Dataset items
_ _ _
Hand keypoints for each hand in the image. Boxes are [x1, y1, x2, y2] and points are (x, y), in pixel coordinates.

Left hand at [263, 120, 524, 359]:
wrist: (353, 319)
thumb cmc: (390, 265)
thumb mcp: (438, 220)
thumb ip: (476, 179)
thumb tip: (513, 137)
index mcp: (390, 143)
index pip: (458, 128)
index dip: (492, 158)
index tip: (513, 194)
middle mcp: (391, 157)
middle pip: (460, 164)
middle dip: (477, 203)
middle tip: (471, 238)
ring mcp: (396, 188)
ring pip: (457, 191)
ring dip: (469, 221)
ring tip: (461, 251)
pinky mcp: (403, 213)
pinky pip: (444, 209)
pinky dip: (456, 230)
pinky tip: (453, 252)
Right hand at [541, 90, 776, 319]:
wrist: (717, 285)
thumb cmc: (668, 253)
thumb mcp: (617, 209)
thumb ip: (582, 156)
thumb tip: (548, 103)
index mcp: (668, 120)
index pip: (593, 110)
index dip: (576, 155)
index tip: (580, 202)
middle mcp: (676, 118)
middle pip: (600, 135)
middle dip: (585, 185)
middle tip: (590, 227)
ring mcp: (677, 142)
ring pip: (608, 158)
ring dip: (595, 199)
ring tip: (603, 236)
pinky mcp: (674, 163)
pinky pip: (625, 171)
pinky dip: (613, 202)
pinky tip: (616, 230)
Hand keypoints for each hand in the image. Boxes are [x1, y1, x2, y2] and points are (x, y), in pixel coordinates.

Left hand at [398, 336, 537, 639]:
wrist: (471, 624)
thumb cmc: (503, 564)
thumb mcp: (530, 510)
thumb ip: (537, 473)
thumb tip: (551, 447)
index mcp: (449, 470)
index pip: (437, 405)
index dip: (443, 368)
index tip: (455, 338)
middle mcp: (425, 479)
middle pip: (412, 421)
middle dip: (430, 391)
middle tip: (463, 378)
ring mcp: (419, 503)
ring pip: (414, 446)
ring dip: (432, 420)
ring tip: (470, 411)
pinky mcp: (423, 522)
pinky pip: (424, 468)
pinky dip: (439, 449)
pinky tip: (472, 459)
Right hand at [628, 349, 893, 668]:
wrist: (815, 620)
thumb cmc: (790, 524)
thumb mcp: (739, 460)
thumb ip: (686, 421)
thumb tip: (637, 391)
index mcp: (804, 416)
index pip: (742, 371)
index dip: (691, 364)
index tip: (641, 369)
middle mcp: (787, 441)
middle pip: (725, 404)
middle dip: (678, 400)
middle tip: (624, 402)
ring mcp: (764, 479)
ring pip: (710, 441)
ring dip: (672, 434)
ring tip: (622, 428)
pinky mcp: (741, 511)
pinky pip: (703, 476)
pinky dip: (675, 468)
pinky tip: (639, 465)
_ _ _
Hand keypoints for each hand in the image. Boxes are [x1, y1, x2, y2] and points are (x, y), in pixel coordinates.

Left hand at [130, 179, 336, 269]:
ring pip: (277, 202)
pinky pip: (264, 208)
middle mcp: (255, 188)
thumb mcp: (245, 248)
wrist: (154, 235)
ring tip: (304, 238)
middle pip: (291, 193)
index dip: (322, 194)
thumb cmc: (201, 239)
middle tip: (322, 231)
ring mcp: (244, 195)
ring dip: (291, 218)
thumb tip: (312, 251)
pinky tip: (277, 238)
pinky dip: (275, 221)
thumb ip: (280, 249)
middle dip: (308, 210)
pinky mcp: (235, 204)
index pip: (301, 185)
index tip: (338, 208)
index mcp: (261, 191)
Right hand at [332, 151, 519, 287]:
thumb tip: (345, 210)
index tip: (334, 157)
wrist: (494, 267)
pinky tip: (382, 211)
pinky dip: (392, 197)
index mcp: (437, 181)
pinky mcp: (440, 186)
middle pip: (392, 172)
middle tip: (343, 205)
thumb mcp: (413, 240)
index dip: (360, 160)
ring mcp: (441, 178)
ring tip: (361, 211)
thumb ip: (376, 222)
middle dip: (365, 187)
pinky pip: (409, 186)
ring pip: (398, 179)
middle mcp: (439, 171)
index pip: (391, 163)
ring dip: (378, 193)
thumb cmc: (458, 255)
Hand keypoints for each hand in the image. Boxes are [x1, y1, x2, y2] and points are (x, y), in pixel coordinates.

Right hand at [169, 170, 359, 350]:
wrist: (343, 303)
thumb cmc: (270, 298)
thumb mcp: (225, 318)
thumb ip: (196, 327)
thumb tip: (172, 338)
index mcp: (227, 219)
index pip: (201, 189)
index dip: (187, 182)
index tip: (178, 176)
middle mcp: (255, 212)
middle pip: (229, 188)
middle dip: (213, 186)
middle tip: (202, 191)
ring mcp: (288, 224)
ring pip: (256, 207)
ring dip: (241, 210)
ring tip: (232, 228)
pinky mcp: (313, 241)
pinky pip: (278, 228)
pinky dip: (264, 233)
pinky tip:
_ _ _
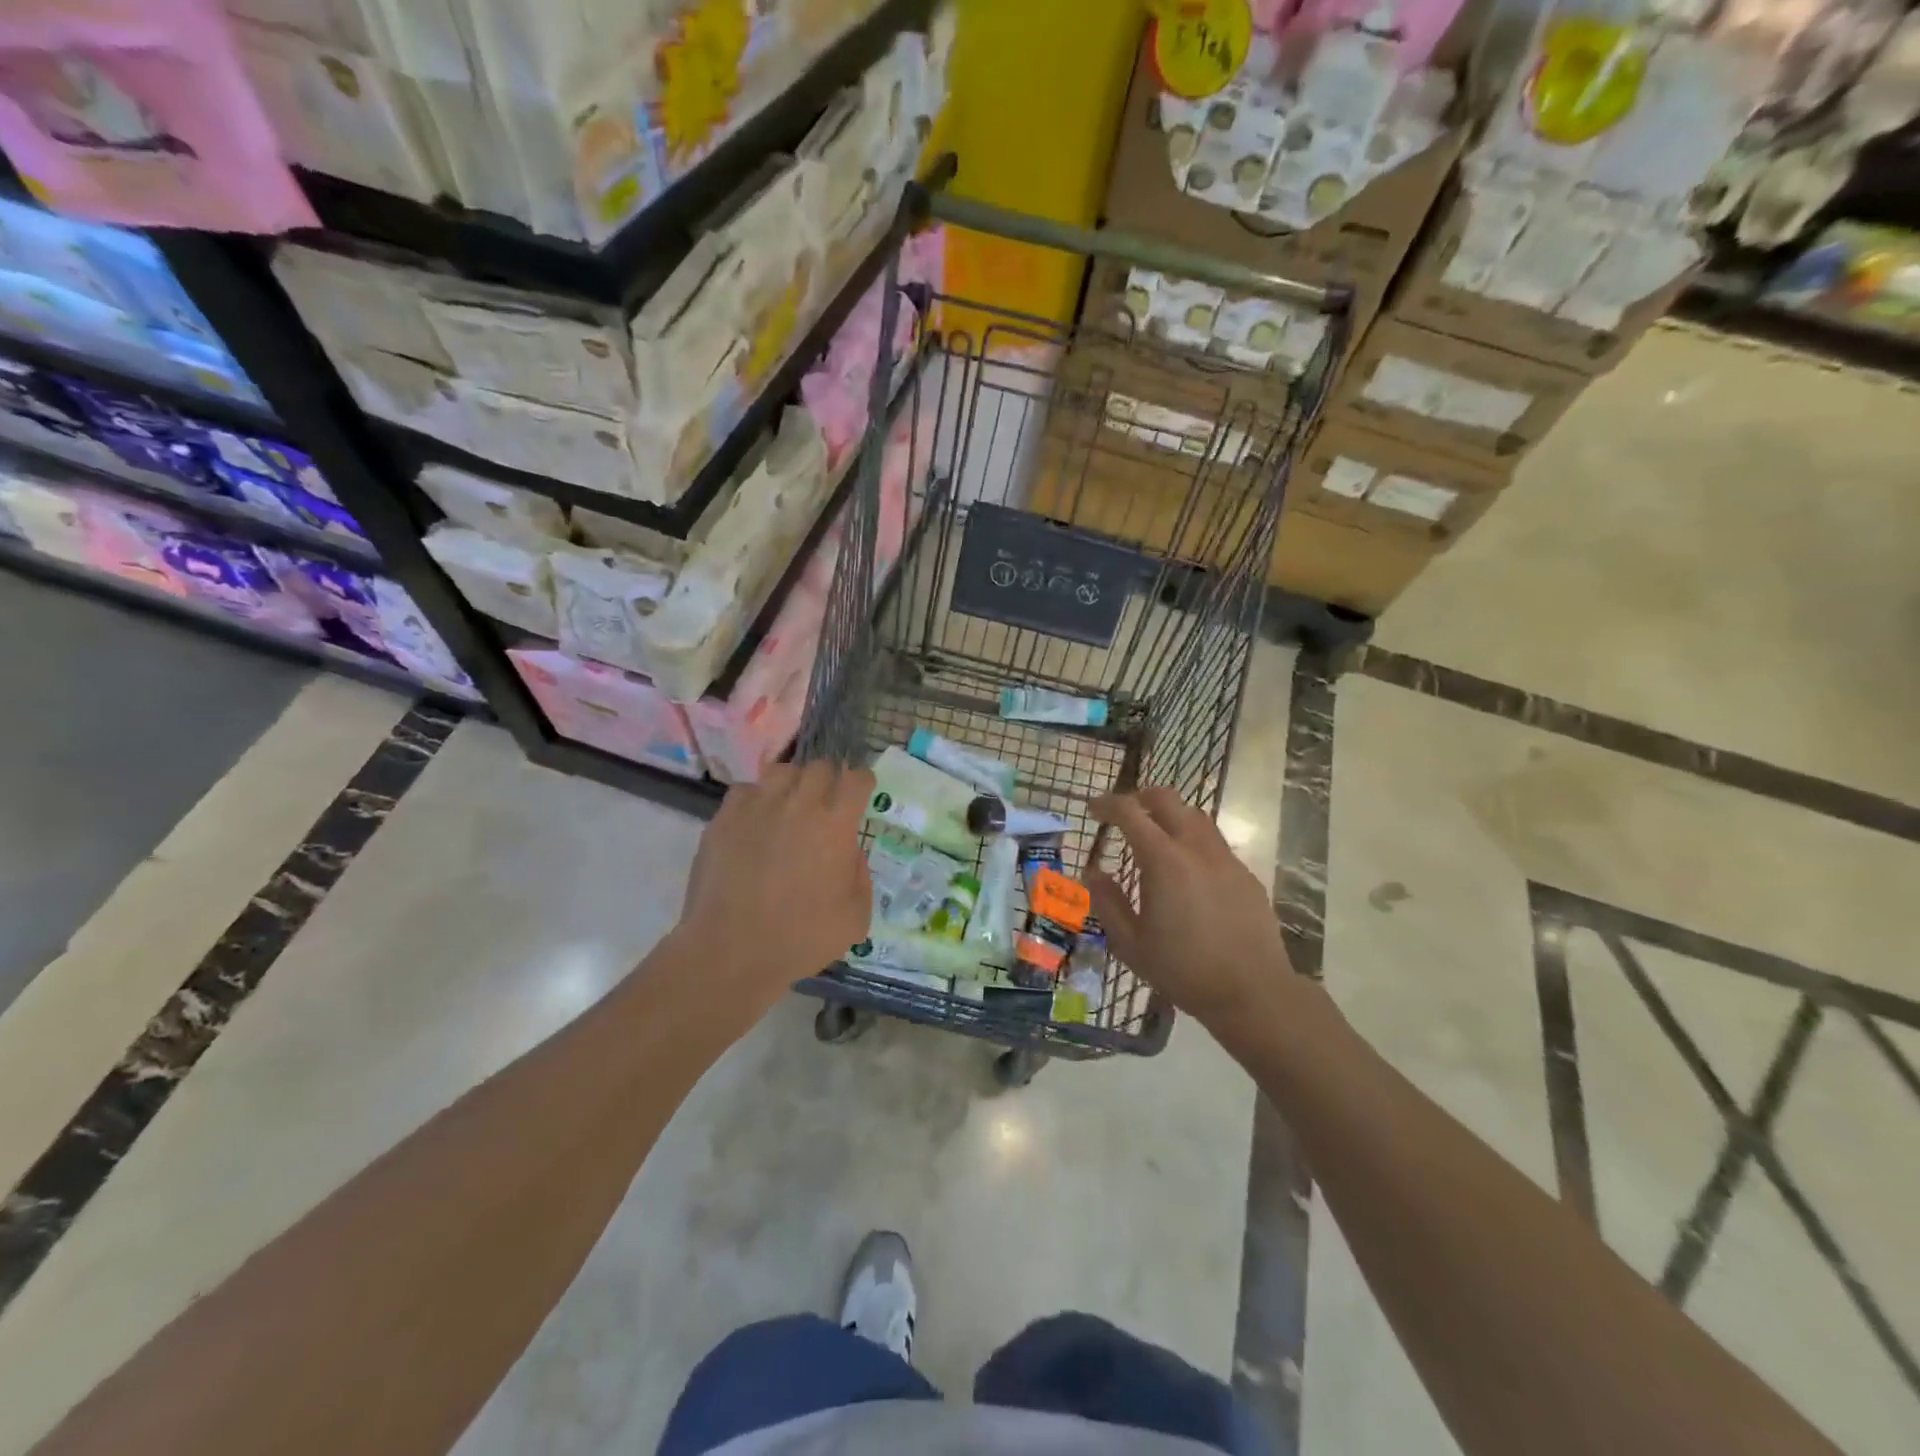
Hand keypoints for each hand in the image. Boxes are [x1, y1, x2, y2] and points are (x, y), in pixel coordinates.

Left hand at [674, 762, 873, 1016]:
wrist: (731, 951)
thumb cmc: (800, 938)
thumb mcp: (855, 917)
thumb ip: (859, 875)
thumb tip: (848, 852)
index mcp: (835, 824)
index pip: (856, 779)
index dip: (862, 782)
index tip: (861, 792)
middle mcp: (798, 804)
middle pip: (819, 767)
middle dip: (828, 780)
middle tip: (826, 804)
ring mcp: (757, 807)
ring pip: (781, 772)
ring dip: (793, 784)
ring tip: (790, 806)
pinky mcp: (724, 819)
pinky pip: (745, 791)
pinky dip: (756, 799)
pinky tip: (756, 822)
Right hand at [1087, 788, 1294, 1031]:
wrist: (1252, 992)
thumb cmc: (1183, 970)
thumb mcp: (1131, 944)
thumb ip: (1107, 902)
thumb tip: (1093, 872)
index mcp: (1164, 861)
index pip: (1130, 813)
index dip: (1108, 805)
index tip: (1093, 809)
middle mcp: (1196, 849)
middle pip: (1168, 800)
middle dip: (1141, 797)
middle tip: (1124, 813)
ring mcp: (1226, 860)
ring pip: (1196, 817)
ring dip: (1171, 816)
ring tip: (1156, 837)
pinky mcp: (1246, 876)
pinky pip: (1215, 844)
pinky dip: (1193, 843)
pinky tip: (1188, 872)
_ _ _
■ TASK DESCRIPTION: When a line of the records has the word "Left", pick it out and copy it.

■ RESPONSE TO THE TASK:
Left hand at [263, 120, 524, 359]:
Left hand at [398, 336, 537, 639]:
Left hand at [130, 179, 336, 269]:
Left hand at [674, 762, 873, 1016]:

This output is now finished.